┏━━

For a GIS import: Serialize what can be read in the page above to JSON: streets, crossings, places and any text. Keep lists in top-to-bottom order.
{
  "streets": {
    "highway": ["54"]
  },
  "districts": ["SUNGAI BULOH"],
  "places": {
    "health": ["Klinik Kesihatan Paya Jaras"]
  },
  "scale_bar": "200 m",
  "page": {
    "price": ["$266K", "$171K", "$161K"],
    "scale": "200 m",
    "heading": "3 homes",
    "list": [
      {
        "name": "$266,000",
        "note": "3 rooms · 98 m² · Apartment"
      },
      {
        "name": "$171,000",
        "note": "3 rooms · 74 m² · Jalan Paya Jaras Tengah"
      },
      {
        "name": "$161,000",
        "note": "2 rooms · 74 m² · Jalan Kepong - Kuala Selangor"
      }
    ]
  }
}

┗━━

**Task directions**: The output must reproduce the whole listing without a single change.

**Solution for this task**:
For a GIS import: Serialize what can be read in the page above to JSON: streets, crossings, places and any text. Keep lists in top-to-bottom order.
{
  "streets": {
    "highway": ["54"]
  },
  "districts": ["SUNGAI BULOH"],
  "places": {
    "health": ["Klinik Kesihatan Paya Jaras"]
  },
  "scale_bar": "200 m",
  "page": {
    "price": ["$266K", "$171K", "$161K"],
    "scale": "200 m",
    "heading": "3 homes",
    "list": [
      {
        "name": "$266,000",
        "note": "3 rooms · 98 m² · Apartment"
      },
      {
        "name": "$171,000",
        "note": "3 rooms · 74 m² · Jalan Paya Jaras Tengah"
      },
      {
        "name": "$161,000",
        "note": "2 rooms · 74 m² · Jalan Kepong - Kuala Selangor"
      }
    ]
  }
}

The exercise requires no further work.